Simulation using ghdl
You can try out Microwatt/Micropython without hardware by using the ghdl simulator. If you want to build directly for a hardware target board, see below.
- Build micropython. If you aren't building on a ppc64le box you will need a cross compiler. If it isn't available on your distro grab the powerpc64le-power8 toolchain from https://toolchains.bootlin.com. You may need to set the CROSS_COMPILE environment variable to the prefix used for your cross compilers. The default is powerpc64le-linux-gnu-.
git clone https://github.com/micropython/micropython.git
cd micropython
cd ports/powerpc
make -j$(nproc)
cd ../../../
A prebuilt micropython image is also available in the micropython/ directory.
-
Microwatt uses ghdl for simulation. Either install this from your distro or build it. Microwatt requires ghdl to be built with the LLVM or gcc backend, which not all distros do (Fedora does, Debian/Ubuntu appears not to). ghdl with the LLVM backend is likely easier to build.

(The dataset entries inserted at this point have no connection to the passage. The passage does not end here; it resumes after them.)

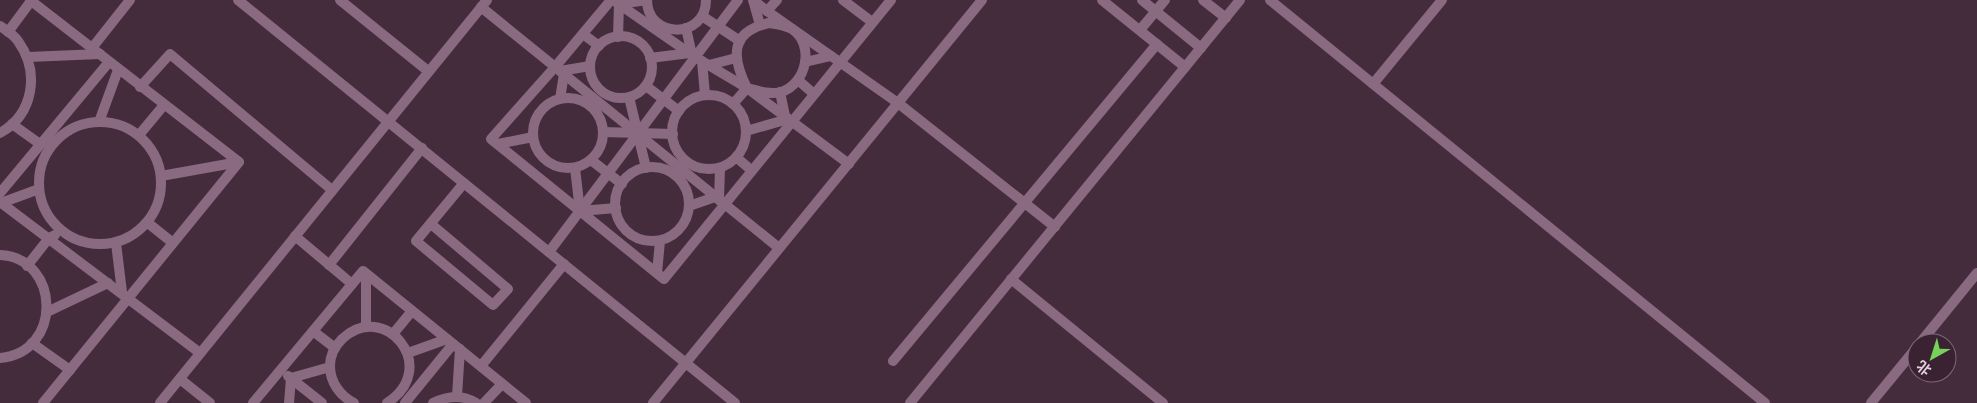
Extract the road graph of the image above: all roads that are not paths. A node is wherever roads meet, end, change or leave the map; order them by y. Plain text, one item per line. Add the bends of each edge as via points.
1 (130, 0) edge
2 (340, 0) edge
3 (647, 0) edge
4 (706, 0) edge
5 (738, 0) edge
6 (753, 0) edge
7 (777, 0) edge
8 (843, 0) edge
9 (891, 0) edge
10 (982, 0) edge
11 (1104, 0) edge
12 (1142, 0) edge
13 (1165, 0) edge
14 (1203, 0) edge
15 (1240, 0) edge
16 (1270, 0) edge
17 (1442, 0) edge
18 (30, 1) edge
19 (240, 1) edge
20 (614, 1) edge
21 (484, 4) edge
22 (767, 11) junction
23 (1156, 11) junction
24 (702, 16) junction
25 (1226, 18) junction
26 (872, 22) junction
27 (760, 25) junction
28 (656, 26) junction
29 (718, 27) junction
30 (686, 28) junction
31 (4, 29) edge
32 (792, 29) junction
33 (1140, 30) junction
34 (583, 34) junction
35 (618, 36) junction
36 (740, 41) junction
37 (641, 44) junction
38 (1157, 44) junction
39 (599, 46) junction
40 (1201, 48) junction
41 (96, 51) junction
42 (28, 57) junction
43 (650, 58) junction
44 (698, 58) junction
45 (736, 58) junction
46 (835, 59) junction
47 (109, 62) junction
48 (805, 62) junction
49 (590, 66) junction
50 (1185, 67) junction
51 (118, 70) junction
52 (428, 71) junction
53 (560, 71) junction
54 (798, 80) junction
55 (1373, 84) junction
56 (646, 86) junction
57 (140, 87) junction
58 (747, 88) junction
59 (602, 90) junction
60 (780, 92) junction
61 (814, 94) junction
62 (705, 95) junction
63 (629, 97) junction
64 (560, 99) junction
65 (664, 99) junction
66 (524, 102) junction
67 (592, 102) junction
68 (898, 103) junction
69 (733, 104) junction
70 (164, 105) junction
71 (679, 111) junction
72 (538, 114) junction
73 (788, 119) junction
74 (99, 122) junction
75 (388, 122) junction
76 (12, 124) junction
77 (746, 131) junction
78 (603, 132) junction
79 (0, 133) edge
80 (637, 134) junction
81 (673, 134) junction
82 (139, 135) junction
83 (532, 137) junction
84 (40, 144) junction
85 (498, 144) junction
86 (422, 148) junction
87 (736, 158) junction
88 (546, 160) junction
89 (591, 160) junction
90 (239, 162) junction
91 (849, 164) junction
92 (679, 167) junction
93 (575, 168) junction
94 (646, 168) junction
95 (720, 168) junction
96 (751, 170) junction
97 (608, 173) junction
98 (535, 174) junction
99 (161, 176) junction
100 (464, 183) junction
101 (622, 184) junction
102 (39, 190) junction
103 (332, 190) junction
104 (0, 199) edge
105 (720, 200) junction
106 (1025, 203) junction
107 (689, 206) junction
108 (616, 208) junction
109 (580, 211) junction
110 (148, 223) junction
111 (431, 224) junction
112 (1055, 226) junction
113 (680, 229) junction
114 (61, 231) junction
115 (630, 233) junction
116 (295, 236) junction
117 (50, 238) junction
118 (660, 241) junction
119 (173, 242) junction
120 (694, 242) junction
121 (116, 243) junction
122 (622, 244) junction
123 (779, 248) junction
124 (549, 252) junction
125 (0, 255) edge
126 (564, 264) junction
127 (329, 265) junction
128 (27, 266) junction
129 (657, 273) junction
130 (1977, 273) edge
131 (366, 274) junction
132 (1011, 279) junction
133 (108, 283) junction
134 (352, 284) junction
135 (125, 295) junction
136 (412, 311) junction
137 (47, 312) junction
138 (366, 327) junction
139 (313, 331) junction
140 (1928, 333) edge
141 (393, 334) junction
142 (32, 343) junction
143 (453, 344) junction
144 (335, 348) junction
145 (200, 353) junction
146 (408, 353) junction
147 (0, 358) edge
148 (1907, 359) edge
149 (893, 361) dead end
150 (686, 363) junction
151 (481, 366) junction
152 (330, 367) junction
153 (70, 370) junction
154 (280, 370) junction
155 (180, 378) junction
156 (291, 378) junction
157 (502, 384) junction
158 (457, 396) junction
159 (407, 399) edge
160 (45, 402) edge
161 (349, 402) edge
162 (160, 403) edge
163 (210, 403) edge
164 (253, 403) edge
165 (289, 403) edge
166 (322, 403) edge
167 (388, 403) edge
168 (433, 403) edge
169 (476, 403) edge
170 (484, 403) edge
171 (526, 403) edge
172 (653, 403) edge
173 (735, 403) edge
174 (910, 403) edge
175 (1163, 403) edge
176 (1765, 403) edge
177 (1871, 403) edge

1 - 41 street
2 - 52 street
3 - 20 street
3 - 28 street
4 - 24 street
5 - 29 street
6 - 22 street
6 - 27 street
7 - 22 street
8 - 26 street
9 - 26 street
10 - 68 street
11 - 33 street
12 - 23 street
13 - 23 street
14 - 25 street
15 - 25 street
16 - 55 street
17 - 55 street
18 - 31 street
18 - 41 street
19 - 75 street
20 - 28 street
20 - 34 street
20 - 35 street
21 - 52 street
21 - 53 street
22 - 32 street
23 - 33 street
23 - 40 street
24 - 29 street
24 - 30 street
25 - 40 street
26 - 46 street
27 - 32 street via 769,23
27 - 36 street via 747,32
28 - 30 street via 673,30
28 - 37 street
28 - 44 street
29 - 36 street
29 - 44 street
30 - 44 street
31 - 42 street via 17,39
32 - 46 street
32 - 48 street via 804,48
33 - 38 street
34 - 39 street
34 - 53 street
35 - 37 street
35 - 39 street
36 - 45 street
37 - 43 street
38 - 50 street
38 - 106 street
39 - 49 street
40 - 50 street
41 - 42 street
41 - 47 street
42 - 76 street via 32,77 30,96 22,114
43 - 44 street
43 - 56 street via 651,75
44 - 45 street
44 - 58 street
44 - 62 street
44 - 65 street
45 - 58 street
46 - 48 street
46 - 61 street
46 - 68 street
47 - 51 street
47 - 84 street
48 - 54 street
49 - 53 street
49 - 59 street via 592,76
50 - 112 street
51 - 57 street
51 - 74 street
52 - 75 street
53 - 64 street
53 - 66 street
53 - 67 street
54 - 60 street
54 - 61 street
55 - 176 street
56 - 63 street
56 - 65 street
57 - 70 street
57 - 103 street via 170,54
58 - 60 street
58 - 69 street
58 - 73 street
59 - 63 street via 613,97
59 - 67 street
60 - 73 street
61 - 73 street
62 - 69 street via 717,96
62 - 71 street via 693,99
63 - 80 street
64 - 67 street via 568,97
64 - 72 street via 545,105
65 - 71 street
65 - 80 street
66 - 72 street
66 - 85 street via 491,139
67 - 78 street via 603,124
67 - 80 street
68 - 91 street
68 - 106 street
69 - 77 street via 743,117
70 - 82 street
70 - 90 street
71 - 81 street via 672,127
72 - 83 street
73 - 77 street
73 - 91 street
73 - 96 street
74 - 82 street via 120,125
74 - 102 street via 78,125 60,136 46,153 39,173
75 - 86 street
75 - 103 street
76 - 79 street
76 - 84 street
77 - 87 street via 743,148
78 - 80 street
78 - 89 street via 601,147
80 - 81 street
80 - 92 street
80 - 94 street
80 - 97 street
81 - 92 street
82 - 99 street via 153,151
83 - 85 street
83 - 88 street
84 - 104 street
85 - 98 street
86 - 100 street
86 - 127 street
87 - 95 street
87 - 96 street
88 - 93 street via 552,165
88 - 98 street
89 - 93 street
89 - 97 street
90 - 99 street
90 - 119 street
91 - 123 street
92 - 94 street
92 - 95 street
92 - 105 street
92 - 107 street
93 - 109 street
94 - 101 street via 630,175
95 - 105 street
96 - 105 street
97 - 101 street
97 - 109 street
98 - 109 street
99 - 110 street via 158,207
100 - 111 street
100 - 124 street
101 - 108 street via 616,195
102 - 104 street
102 - 114 street via 47,214
103 - 116 street
104 - 117 street
105 - 107 street
105 - 120 street
105 - 123 street
106 - 112 street
106 - 149 street
107 - 113 street
108 - 109 street
108 - 115 street via 619,220
109 - 122 street
109 - 124 street
110 - 119 street
110 - 121 street via 133,236
111 - 111 street via 416,241 493,305 508,288
112 - 132 street
113 - 118 street
113 - 120 street
114 - 117 street
114 - 121 street via 78,241 97,245
115 - 118 street via 648,241
115 - 122 street
116 - 127 street
116 - 145 street
117 - 128 street
117 - 133 street
118 - 129 street
119 - 135 street
120 - 129 street via 664,278
121 - 135 street
122 - 129 street
123 - 150 street
124 - 126 street
125 - 128 street via 22,261
126 - 150 street
126 - 151 street
127 - 134 street
128 - 137 street via 35,272 44,288
130 - 140 street
131 - 134 street via 363,271
131 - 136 street
131 - 138 street
132 - 174 street
132 - 175 street
133 - 135 street
133 - 137 street
134 - 139 street
135 - 145 street
135 - 153 street
136 - 141 street
136 - 143 street
137 - 142 street via 38,338
138 - 141 street via 384,329
138 - 144 street via 347,334
139 - 144 street
139 - 154 street
141 - 146 street
142 - 147 street via 9,358
142 - 153 street
143 - 146 street
143 - 151 street
143 - 158 street
143 - 159 street
144 - 152 street
145 - 155 street
146 - 159 street
148 - 177 street
150 - 172 street
150 - 173 street
151 - 157 street
152 - 156 street
152 - 161 street via 335,385
153 - 160 street
154 - 156 street
154 - 164 street
155 - 162 street
155 - 163 street
156 - 165 street
156 - 166 street
157 - 170 street
157 - 171 street
158 - 168 street
158 - 169 street
159 - 167 street

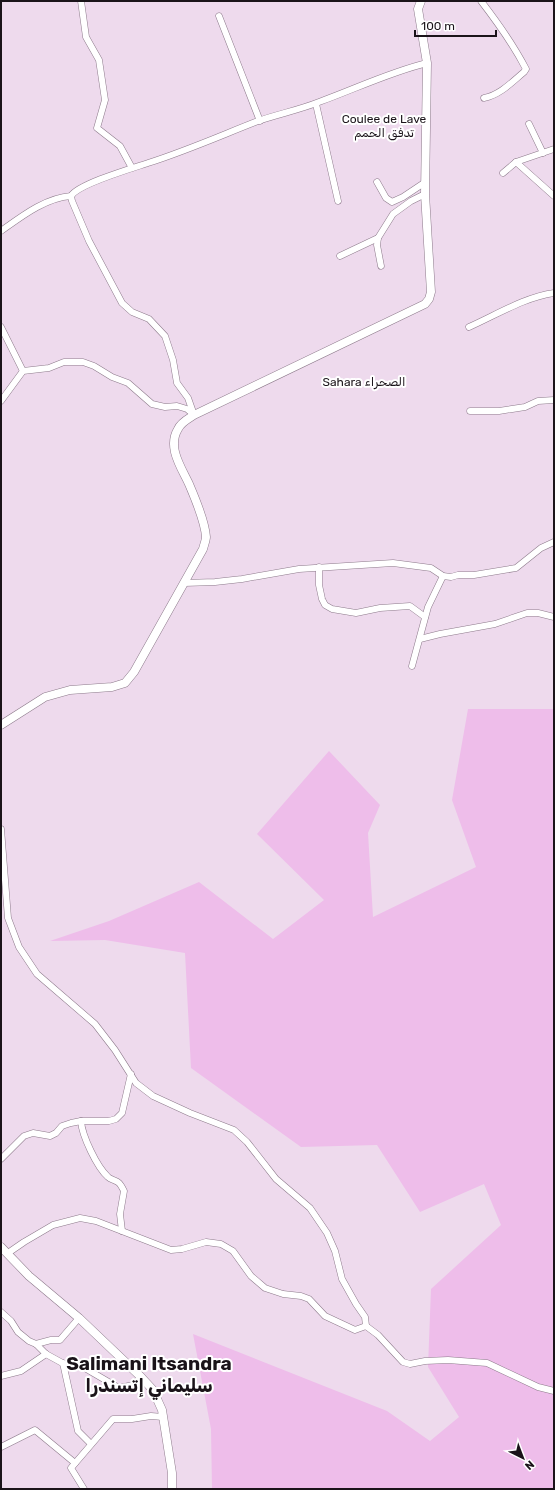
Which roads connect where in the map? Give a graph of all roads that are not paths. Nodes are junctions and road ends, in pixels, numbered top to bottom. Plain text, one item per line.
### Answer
1 (81, 1) edge
2 (421, 1) edge
3 (481, 1) edge
4 (219, 16) dead end
5 (427, 63) junction
6 (484, 98) dead end
7 (316, 104) junction
8 (260, 121) junction
9 (529, 124) dead end
10 (554, 149) edge
11 (543, 153) junction
12 (516, 162) junction
13 (132, 168) junction
14 (504, 173) dead end
15 (376, 182) dead end
16 (424, 183) junction
17 (424, 194) junction
18 (71, 196) junction
19 (554, 196) edge
20 (338, 201) dead end
21 (1, 231) edge
22 (378, 238) junction
23 (340, 256) dead end
24 (381, 266) dead end
25 (554, 293) edge
26 (1, 326) edge
27 (469, 327) dead end
28 (23, 371) junction
29 (554, 400) edge
30 (1, 401) edge
31 (470, 411) dead end
32 (194, 415) junction
33 (554, 542) edge
34 (319, 567) junction
35 (443, 576) junction
36 (184, 583) junction
37 (554, 617) edge
38 (425, 618) junction
39 (420, 639) junction
40 (412, 666) dead end
41 (1, 725) edge
42 (1, 830) edge
43 (131, 1074) junction
44 (82, 1121) junction
45 (1, 1159) edge
46 (122, 1231) junction
47 (1, 1247) edge
48 (8, 1254) junction
49 (1, 1312) edge
50 (79, 1318) junction
51 (366, 1326) junction
52 (36, 1344) junction
53 (46, 1354) junction
54 (63, 1363) junction
55 (1, 1376) edge
56 (141, 1377) junction
57 (554, 1391) edge
58 (162, 1417) junction
59 (91, 1444) junction
60 (1, 1448) edge
61 (75, 1463) junction
62 (172, 1486) edge
63 (84, 1489) edge
64 (165, 1489) edge

1 - 13 street
2 - 5 main road
3 - 6 street
4 - 8 street
5 - 7 street
5 - 16 main road
7 - 8 street
7 - 20 street
8 - 13 street
9 - 11 street
10 - 11 street
11 - 12 street
12 - 14 street
12 - 19 street
13 - 18 street
15 - 16 street
16 - 17 main road
17 - 22 street
17 - 32 main road
18 - 21 street
18 - 32 street
22 - 23 street
22 - 24 street
25 - 27 street
26 - 28 street
28 - 30 street
28 - 32 street
29 - 31 street
32 - 36 main road
33 - 35 street
34 - 35 street
34 - 36 street
34 - 38 street
35 - 38 street
36 - 41 main road
37 - 39 street
38 - 39 street
39 - 40 street
42 - 43 street
43 - 44 street
43 - 51 street
44 - 45 street
44 - 46 street
46 - 48 street
46 - 51 street
47 - 48 main road
48 - 50 main road
49 - 52 street
50 - 52 street
50 - 56 main road
51 - 57 street
52 - 53 street
53 - 54 street
53 - 55 street
54 - 56 street
54 - 59 street
56 - 58 main road
58 - 59 street
58 - 62 main road
59 - 61 street
60 - 61 street
61 - 63 street
62 - 64 street

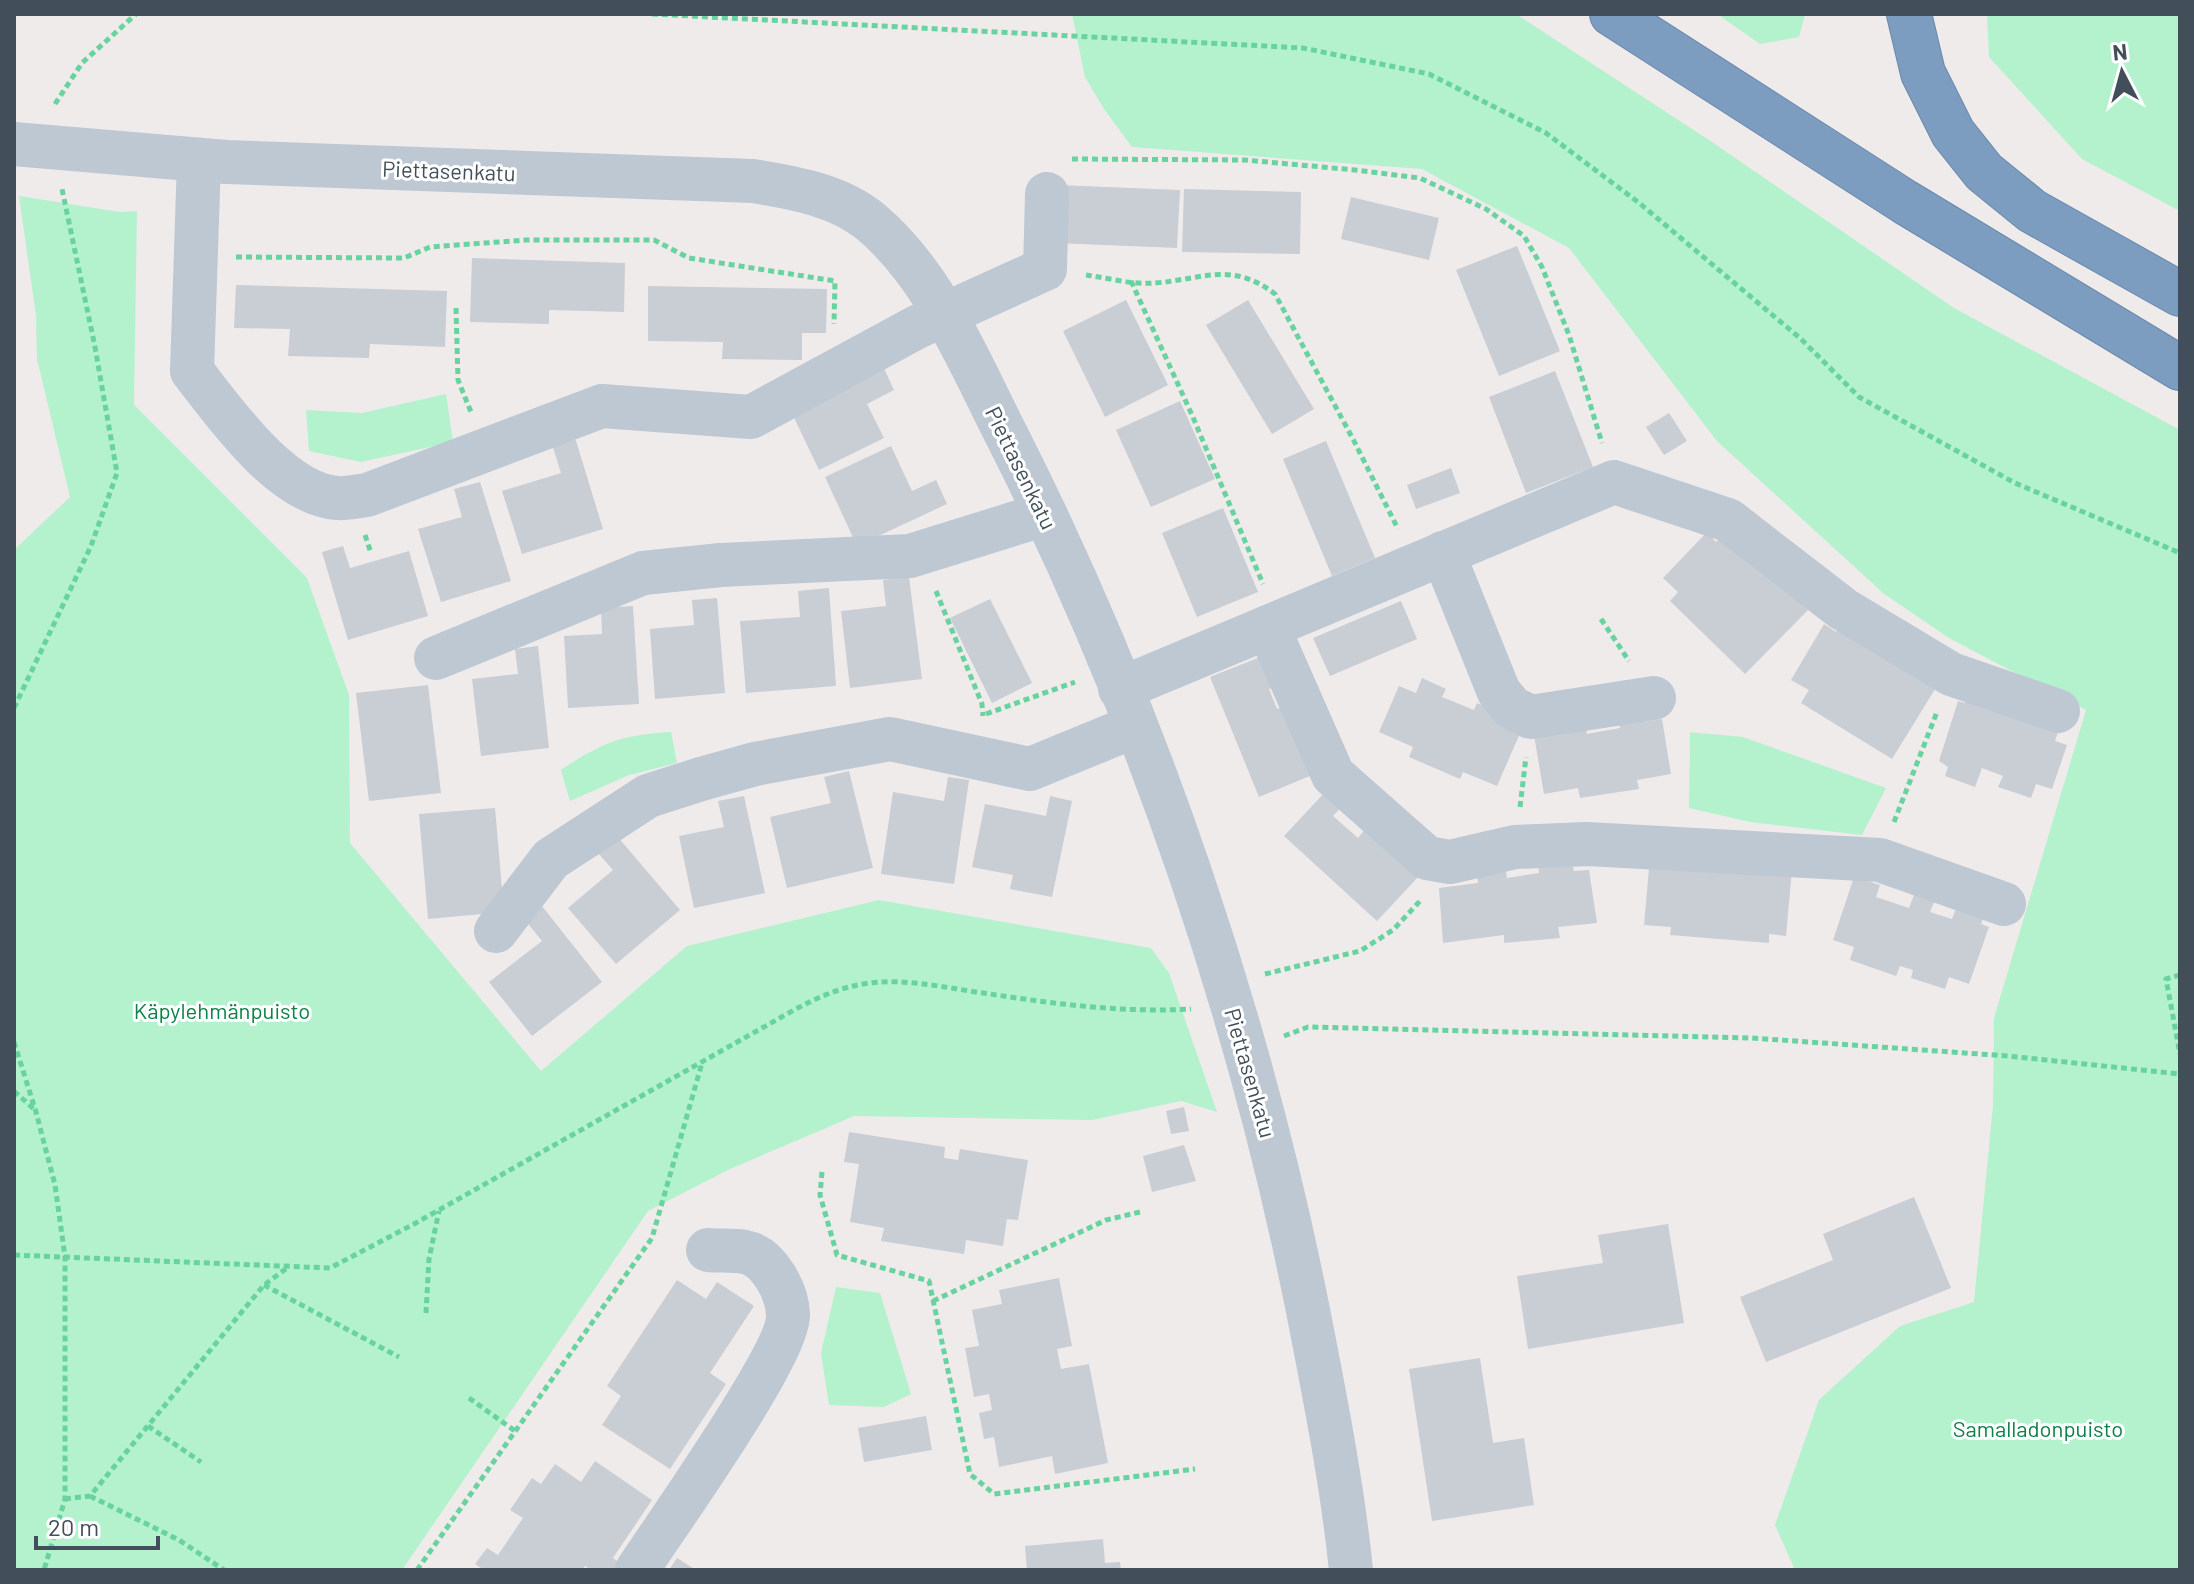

If building ghdl from scratch is too much for you, the microwatt Makefile supports using Docker or Podman.
-
Next build microwatt:
git clone https://github.com/antonblanchard/microwatt
cd microwatt
make
To build using Docker:
make DOCKER=1
and to build using Podman:
make PODMAN=1
- Link in the micropython image:
ln -s ../micropython/ports/powerpc/build/firmware.bin main_ram.bin
Or if you were using the pre-built image:
ln -s micropython/firmware.bin main_ram.bin
- Now run microwatt, sending debug output to /dev/null:
./core_tb > /dev/null
Synthesis on Xilinx FPGAs using Vivado
-
Install Vivado (I'm using the free 2019.1 webpack edition).
-
Setup Vivado paths:
source /opt/Xilinx/Vivado/2019.1/settings64.sh
- Install FuseSoC:
pip3 install --user -U fusesoc
Fedora users can get FuseSoC package via
sudo dnf copr enable sharkcz/danny
sudo dnf install fusesoc
- Create a working directory and point FuseSoC at microwatt:
mkdir microwatt-fusesoc
cd microwatt-fusesoc
fusesoc library add microwatt /path/to/microwatt/
- Build using FuseSoC. For hello world (Replace nexys_video with your FPGA board such as --target=arty_a7-100):
fusesoc run --target=nexys_video microwatt --memory_size=16384 --ram_init_file=/path/to/microwatt/fpga/hello_world.hex
You should then be able to see output via the serial port of the board (/dev/ttyUSB1, 115200 for example assuming standard clock speeds). There is a know bug where initial output may not be sent - try the reset (not programming button) on your board if you don't see anything.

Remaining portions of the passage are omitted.